Web Instant Message System: Telegram, WhatsApp, Messenger, Singal, Zalo and more.
Common Web Application Service: Youtube, Facebook, IG, GMail, Dropbox and more.
Other unknown network traffic on a Mobile device.

Based on these key PCAPs and descriptions, MASA can be provided a full report for network security and TCP/IP research, as well as for many different applications, such as security examination services and ISO-27001 network security services for IoT/Mobile devices.

Case Study - Network PCAP Analysis Materials

To find out the network traffic which can lead us to understand the footprints of cyber attacking. Not only to sniffer a network but also to trace the track of user behavior.

We provide a lot of Network Behavior Analysis Studying Cases. Just like NSPA trainning courses, our course material files can be used as a passive network sniffer/packet capturing tool in order to analyze the abnormal behavior of network traffic. These materials and methods can also help you analyze PCAP files to find out malicious behavior from network environment.

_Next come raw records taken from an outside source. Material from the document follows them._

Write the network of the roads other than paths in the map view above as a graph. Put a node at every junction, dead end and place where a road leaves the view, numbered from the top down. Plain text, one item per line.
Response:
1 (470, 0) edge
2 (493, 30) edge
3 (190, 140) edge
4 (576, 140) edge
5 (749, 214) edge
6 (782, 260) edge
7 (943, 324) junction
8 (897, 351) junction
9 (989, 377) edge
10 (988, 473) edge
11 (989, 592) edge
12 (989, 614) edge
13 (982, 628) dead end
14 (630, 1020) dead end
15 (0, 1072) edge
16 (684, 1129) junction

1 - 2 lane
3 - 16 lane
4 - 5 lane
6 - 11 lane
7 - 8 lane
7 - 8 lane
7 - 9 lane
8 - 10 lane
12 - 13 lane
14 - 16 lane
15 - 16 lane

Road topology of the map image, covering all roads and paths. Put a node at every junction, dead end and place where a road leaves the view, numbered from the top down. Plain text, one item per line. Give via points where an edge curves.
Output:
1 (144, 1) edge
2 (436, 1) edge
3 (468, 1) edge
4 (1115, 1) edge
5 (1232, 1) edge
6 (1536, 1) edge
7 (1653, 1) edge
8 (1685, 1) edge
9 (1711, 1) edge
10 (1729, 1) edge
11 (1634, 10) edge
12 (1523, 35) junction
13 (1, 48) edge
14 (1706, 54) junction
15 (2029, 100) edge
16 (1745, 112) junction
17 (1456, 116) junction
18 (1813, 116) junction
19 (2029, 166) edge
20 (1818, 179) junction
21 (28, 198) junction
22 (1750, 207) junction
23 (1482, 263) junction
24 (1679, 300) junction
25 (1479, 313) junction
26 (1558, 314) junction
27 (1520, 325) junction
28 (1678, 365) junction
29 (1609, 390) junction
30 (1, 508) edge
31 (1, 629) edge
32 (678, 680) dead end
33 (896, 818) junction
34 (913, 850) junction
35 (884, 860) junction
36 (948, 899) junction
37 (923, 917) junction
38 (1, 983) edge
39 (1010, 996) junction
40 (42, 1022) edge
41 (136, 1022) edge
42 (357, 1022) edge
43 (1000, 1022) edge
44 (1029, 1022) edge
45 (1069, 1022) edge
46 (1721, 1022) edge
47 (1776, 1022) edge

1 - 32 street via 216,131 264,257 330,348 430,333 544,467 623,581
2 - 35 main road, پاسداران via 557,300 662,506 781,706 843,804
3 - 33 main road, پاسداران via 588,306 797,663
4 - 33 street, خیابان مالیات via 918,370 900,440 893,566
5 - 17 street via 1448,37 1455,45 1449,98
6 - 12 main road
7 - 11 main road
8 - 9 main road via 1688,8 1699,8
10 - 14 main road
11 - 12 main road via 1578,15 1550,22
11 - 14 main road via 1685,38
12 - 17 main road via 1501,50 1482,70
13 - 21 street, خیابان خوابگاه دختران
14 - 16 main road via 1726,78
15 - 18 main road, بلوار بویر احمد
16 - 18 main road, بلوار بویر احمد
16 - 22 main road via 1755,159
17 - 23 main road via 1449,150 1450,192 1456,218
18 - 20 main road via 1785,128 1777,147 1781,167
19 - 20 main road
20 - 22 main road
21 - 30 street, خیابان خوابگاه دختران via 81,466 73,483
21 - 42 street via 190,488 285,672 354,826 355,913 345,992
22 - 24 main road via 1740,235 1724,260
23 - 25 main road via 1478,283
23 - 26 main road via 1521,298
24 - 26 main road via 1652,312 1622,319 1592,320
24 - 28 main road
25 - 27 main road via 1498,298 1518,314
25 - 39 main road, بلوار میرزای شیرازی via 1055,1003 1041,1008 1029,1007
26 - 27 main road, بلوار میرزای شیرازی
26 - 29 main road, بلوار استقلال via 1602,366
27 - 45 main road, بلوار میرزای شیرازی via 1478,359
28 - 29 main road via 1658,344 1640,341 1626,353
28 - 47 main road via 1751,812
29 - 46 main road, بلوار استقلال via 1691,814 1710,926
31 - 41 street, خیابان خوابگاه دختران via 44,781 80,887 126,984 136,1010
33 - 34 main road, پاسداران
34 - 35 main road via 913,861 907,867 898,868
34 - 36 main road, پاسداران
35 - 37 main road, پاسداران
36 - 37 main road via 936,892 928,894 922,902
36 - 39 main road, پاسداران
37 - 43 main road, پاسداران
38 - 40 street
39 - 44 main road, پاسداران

MultiComponents SWARM System

A SWARM system is an TCP/IP message switching system for different agents. These agents are made by different purposes with Python, Java or C/C++/C#. Developers can use SWARM system to send/recevie/transfer their messages in a localhost or different hosts.

This SWARM system uses simple method to transfer messages between different agents (programs). For example, developer can design an agent to read an email system and transfers this mail content to a Log-Agent and a GPT-Agent to process the reaction. Another example is an UI agent recieives a message from user's input text, and sends the message to a GPT-Agent to process user's content.

SWARM system can be used for multiple hosts and transfers messages between different hosts, different agents (programs). This SWARM system allows developers define their own commands to extent their TCP/IP methods.